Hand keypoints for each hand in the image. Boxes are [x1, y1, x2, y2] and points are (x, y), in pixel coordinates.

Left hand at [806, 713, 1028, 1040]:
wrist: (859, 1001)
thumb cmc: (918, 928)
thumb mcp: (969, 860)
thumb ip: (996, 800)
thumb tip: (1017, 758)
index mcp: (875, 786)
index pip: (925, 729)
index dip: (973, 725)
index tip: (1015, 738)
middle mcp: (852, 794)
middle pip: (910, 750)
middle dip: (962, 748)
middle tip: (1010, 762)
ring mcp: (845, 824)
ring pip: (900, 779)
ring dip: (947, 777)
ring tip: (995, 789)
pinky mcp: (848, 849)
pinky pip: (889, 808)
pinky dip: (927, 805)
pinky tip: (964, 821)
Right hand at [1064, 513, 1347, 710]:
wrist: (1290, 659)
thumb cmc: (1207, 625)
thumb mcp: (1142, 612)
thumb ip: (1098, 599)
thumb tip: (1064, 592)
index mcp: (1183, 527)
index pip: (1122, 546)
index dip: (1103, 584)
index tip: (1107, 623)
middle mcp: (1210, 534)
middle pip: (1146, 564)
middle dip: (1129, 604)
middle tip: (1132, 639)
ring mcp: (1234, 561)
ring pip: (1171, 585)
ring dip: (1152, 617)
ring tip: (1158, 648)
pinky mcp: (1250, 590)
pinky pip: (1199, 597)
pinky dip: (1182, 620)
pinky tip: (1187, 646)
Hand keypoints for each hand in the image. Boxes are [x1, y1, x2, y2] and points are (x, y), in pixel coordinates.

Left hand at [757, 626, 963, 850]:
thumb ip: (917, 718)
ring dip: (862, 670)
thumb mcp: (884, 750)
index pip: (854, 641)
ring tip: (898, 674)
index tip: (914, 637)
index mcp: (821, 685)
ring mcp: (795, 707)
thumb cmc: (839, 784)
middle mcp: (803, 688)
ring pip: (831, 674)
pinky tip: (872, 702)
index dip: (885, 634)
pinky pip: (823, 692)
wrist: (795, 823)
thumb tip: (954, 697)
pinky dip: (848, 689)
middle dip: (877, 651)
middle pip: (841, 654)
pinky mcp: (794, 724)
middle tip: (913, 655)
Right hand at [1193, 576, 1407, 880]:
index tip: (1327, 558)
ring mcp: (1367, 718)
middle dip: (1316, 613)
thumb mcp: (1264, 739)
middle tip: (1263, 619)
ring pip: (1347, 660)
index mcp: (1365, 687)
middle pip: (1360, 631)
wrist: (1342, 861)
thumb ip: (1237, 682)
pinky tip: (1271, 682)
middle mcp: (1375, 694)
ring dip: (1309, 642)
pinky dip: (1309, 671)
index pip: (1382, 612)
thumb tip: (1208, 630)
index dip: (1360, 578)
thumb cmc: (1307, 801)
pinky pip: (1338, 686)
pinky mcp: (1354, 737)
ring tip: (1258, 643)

__________________________________________________

For this exercise, please output exactly the lines above starting at the line with "pinky tip: (872, 702)" and ending at the line with "wrist: (1342, 861)", ends included.

pinky tip: (872, 702)
index dip: (885, 634)
pinky pip: (823, 692)
wrist: (795, 823)
thumb tip: (954, 697)
pinky dip: (848, 689)
middle dip: (877, 651)
middle pip: (841, 654)
pinky mcp: (794, 724)
middle tip: (913, 655)
Right hand at [1193, 576, 1407, 880]:
index tip: (1327, 558)
ring mcp: (1367, 718)
middle dip: (1316, 613)
thumb mcp: (1264, 739)
middle tip: (1263, 619)
ring pip: (1347, 660)
index mcp: (1365, 687)
middle pip: (1360, 631)
wrist: (1342, 861)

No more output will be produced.